IF YOU DON’T know about something then you can’t care about it. Even more dangerous is that if you don’t start caring about something then pretty soon you won’t know nothin’.

It appears some in the General Assembly, not to mention a lot of others doubtless supportive of this notion among the less well-thought-of at all levels of government, would like to steadily start shoving citizens/taxpayers/voters into know-nothing land. That is all of the rest of us.

There are so many measures advancing through the Georgia legislature that would limit — take away, actually — public access to various pieces of information involving how tax dollars are being spent as to amount to open warfare against what is called “the people’s right to know.”

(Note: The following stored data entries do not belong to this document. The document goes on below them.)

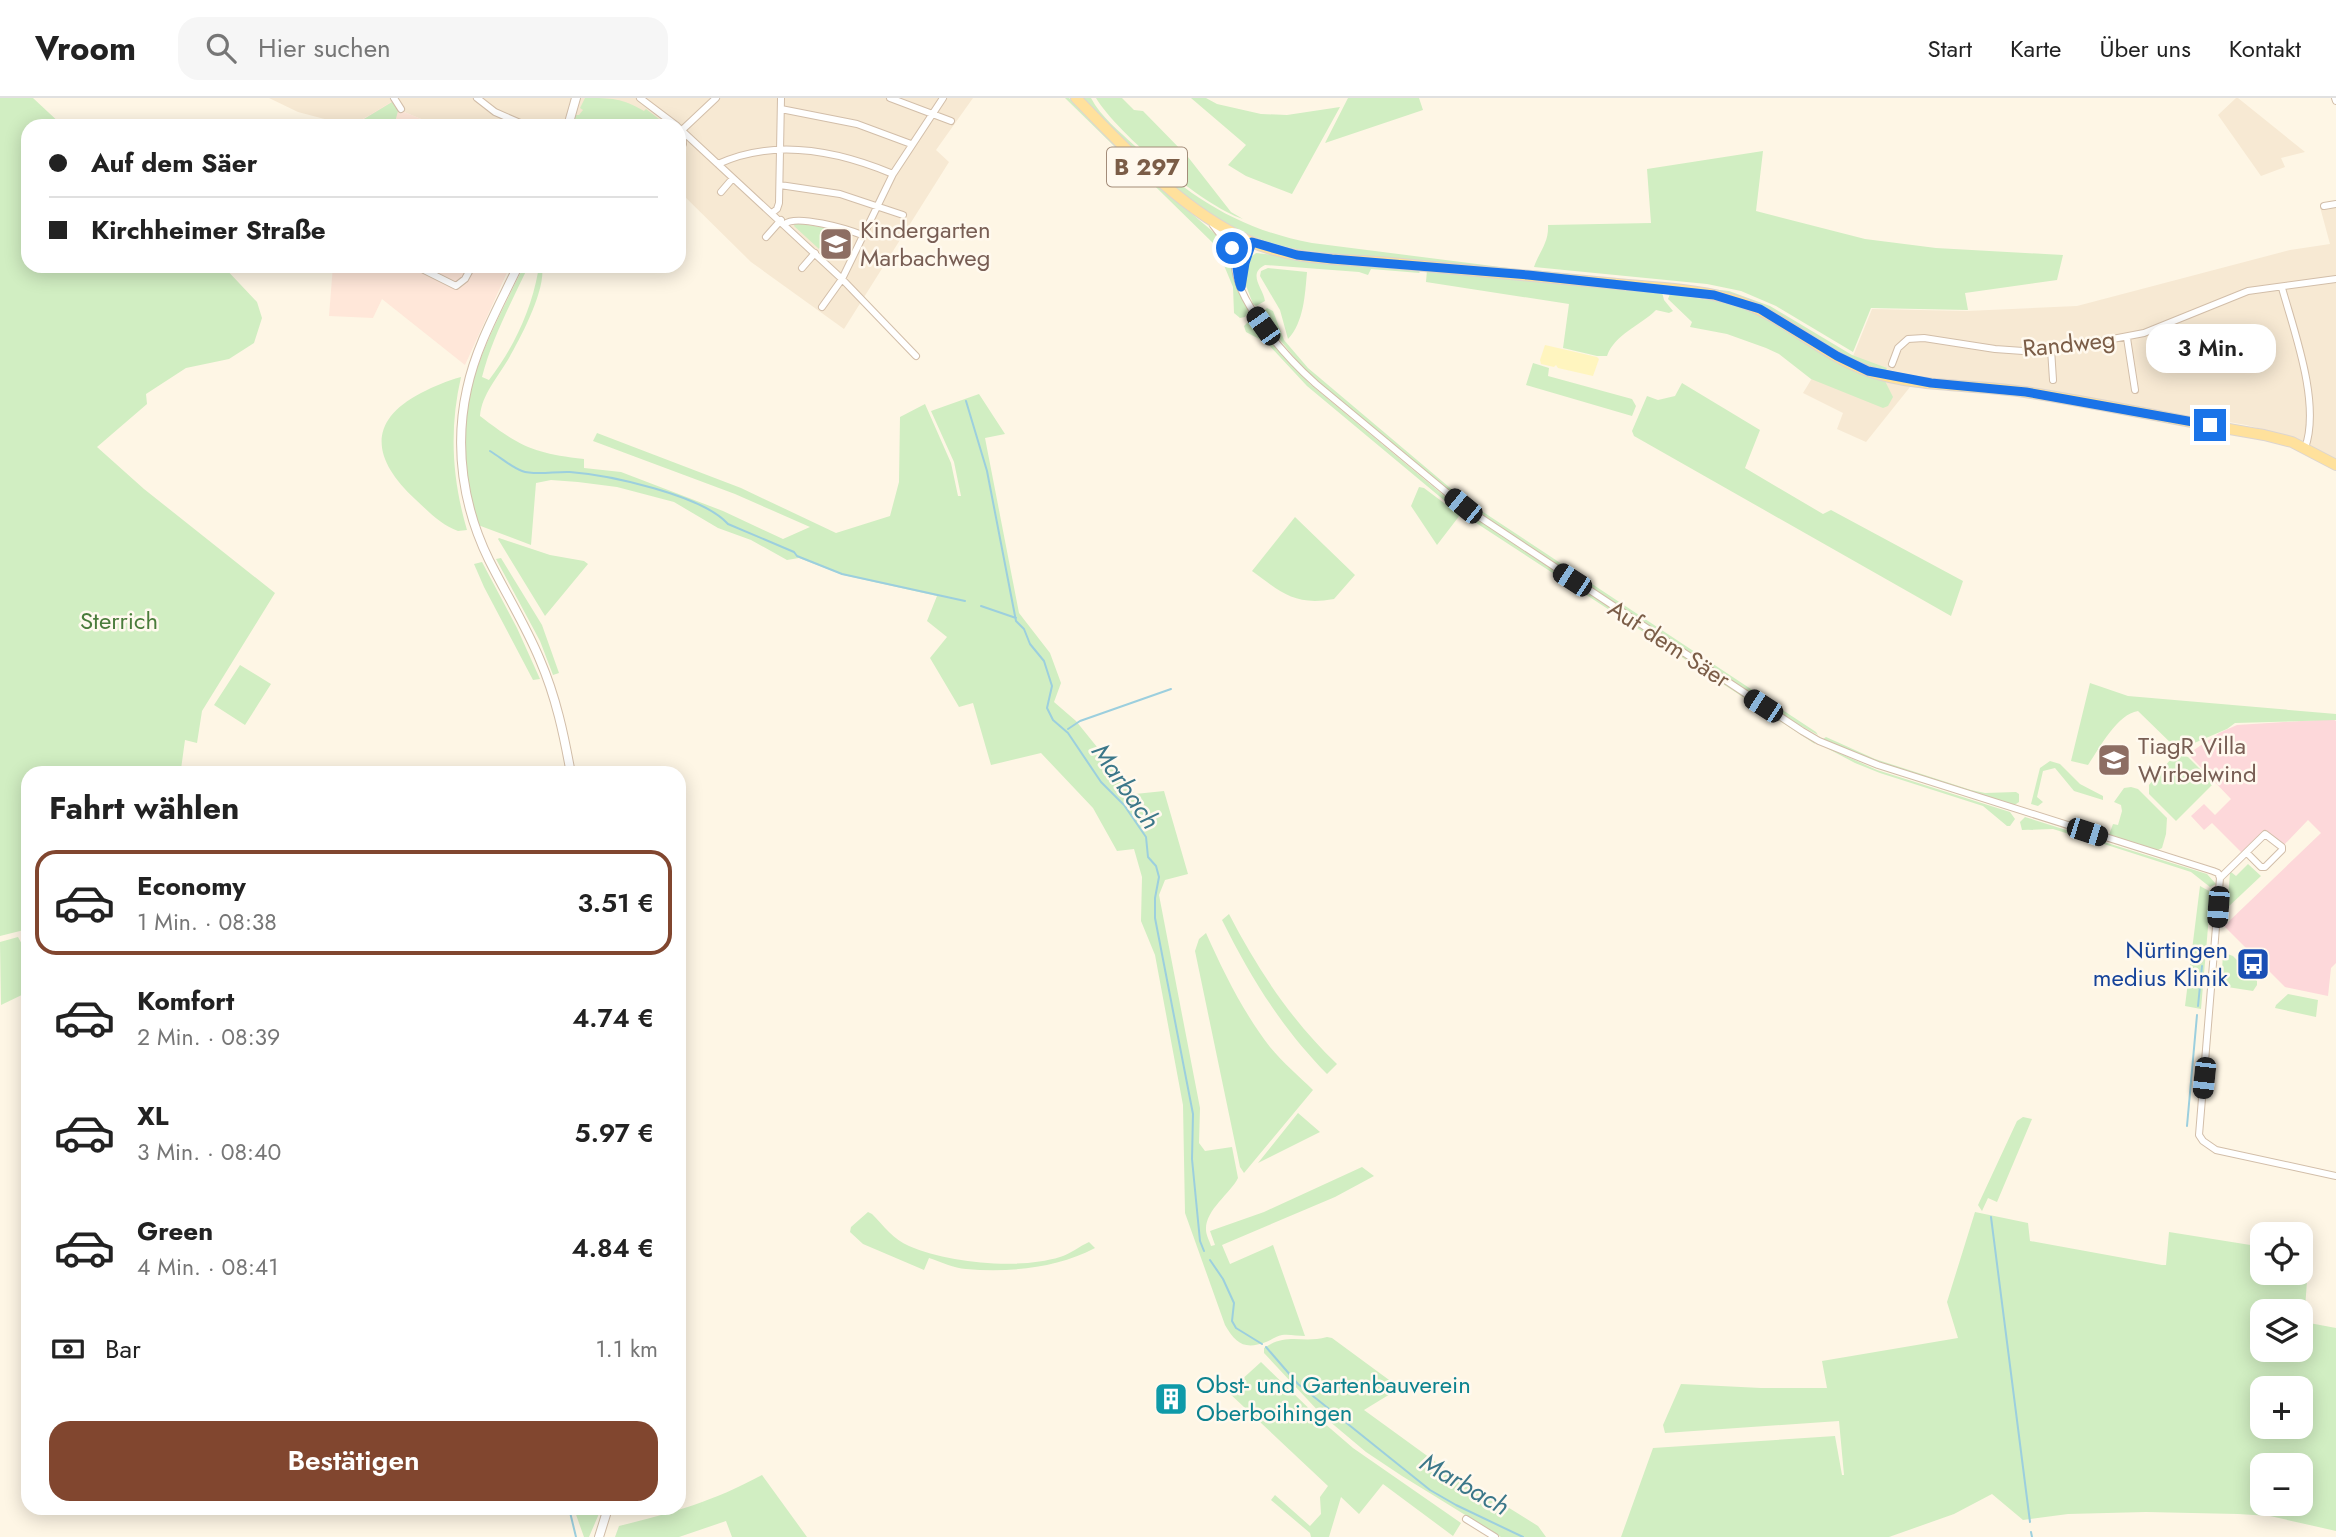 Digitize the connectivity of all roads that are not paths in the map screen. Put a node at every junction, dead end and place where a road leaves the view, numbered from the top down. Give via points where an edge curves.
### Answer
1 (394, 98) edge
2 (477, 98) edge
3 (576, 98) edge
4 (640, 98) edge
5 (716, 98) edge
6 (781, 98) edge
7 (890, 98) edge
8 (943, 98) edge
9 (1076, 98) edge
10 (401, 109) dead end
11 (781, 109) junction
12 (932, 114) junction
13 (511, 119) edge
14 (570, 119) edge
15 (667, 119) edge
16 (951, 121) dead end
17 (686, 122) edge
18 (686, 134) edge
19 (911, 144) junction
20 (781, 148) junction
21 (718, 164) junction
22 (893, 174) junction
23 (733, 178) junction
24 (780, 186) junction
25 (721, 192) dead end
26 (2336, 204) edge
27 (876, 205) junction
28 (2324, 206) dead end
29 (772, 212) junction
30 (904, 215) dead end
31 (1207, 219) junction
32 (783, 222) junction
33 (862, 235) junction
34 (766, 237) dead end
35 (1248, 241) junction
36 (815, 253) junction
37 (1236, 254) junction
38 (802, 268) dead end
39 (430, 273) edge
40 (469, 273) edge
41 (515, 273) edge
42 (842, 279) junction
43 (2336, 279) edge
44 (1241, 287) junction
45 (2282, 288) junction
46 (822, 307) dead end
47 (2127, 338) junction
48 (2052, 349) junction
49 (916, 356) dead end
50 (1892, 364) dead end
51 (2053, 380) dead end
52 (2135, 390) dead end
53 (2305, 448) junction
54 (2336, 465) edge
55 (569, 766) edge
56 (2247, 853) junction
57 (2220, 878) junction
58 (2336, 1176) edge
59 (606, 1515) edge
60 (1466, 1519) dead end
61 (599, 1537) edge
62 (1495, 1537) edge

1 - 10 street
2 - 13 street
3 - 14 street
4 - 15 street
5 - 17 street
6 - 11 street
7 - 12 street
8 - 12 street
9 - 31 main road, B 297
11 - 19 street via 858,124
11 - 20 street
12 - 16 street
12 - 19 street
18 - 21 street
19 - 22 street
20 - 21 street via 742,154
20 - 22 street via 849,158
20 - 24 street
21 - 23 street
22 - 27 street
23 - 25 street
23 - 29 street
24 - 27 street via 812,188
24 - 29 street via 777,209
26 - 28 street
27 - 30 street
27 - 33 street
29 - 32 street
31 - 35 main road, B 297
31 - 37 street
32 - 33 street via 815,223
32 - 34 street
32 - 36 street
33 - 42 street
35 - 37 street
35 - 44 street
35 - 53 main road, B 297 via 1297,255 1714,295 1760,309 1868,371 2163,416 2275,437
36 - 38 street
36 - 42 street
37 - 44 street, Auf dem Säer
39 - 40 street via 456,286
41 - 55 street via 481,344 467,387 461,454 465,488 483,546 550,685
42 - 46 street
42 - 49 street
43 - 45 street, Randweg
44 - 57 street, Auf dem Säer via 1259,320 1295,365 1463,506 1802,731 1878,765 2213,871
45 - 47 street, Randweg via 2248,291
45 - 53 street via 2303,357 2309,432
47 - 48 street, Randweg
47 - 52 street
48 - 50 street, Randweg via 1995,349 1916,338 1902,343
48 - 51 street
53 - 54 main road, B 297
56 - 56 street via 2265,867 2282,847 2265,834
56 - 57 street
57 - 58 street via 2199,1135 2216,1150
59 - 61 street
60 - 62 street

The governing party (currently known as Republicans, though Democrats through the ages have sometimes been no less fond of “nosy” citizens and their journalist watchdogs) best start screwing its head on straight. One can’t be for some basic rights, like having guns, and against others, like having knowledge. They are a package.

More important still, the right of access to public-paid information and activity is what keeps all those other rights safer. Laws guaranteeing access to public records by you, me — anybody, actually, if paid for with our tax money or just being done in our name — are known as “sunshine laws.” Why? Because sunshine is the best disinfectant for moldy, sick, nasty things that like to grow in the dark.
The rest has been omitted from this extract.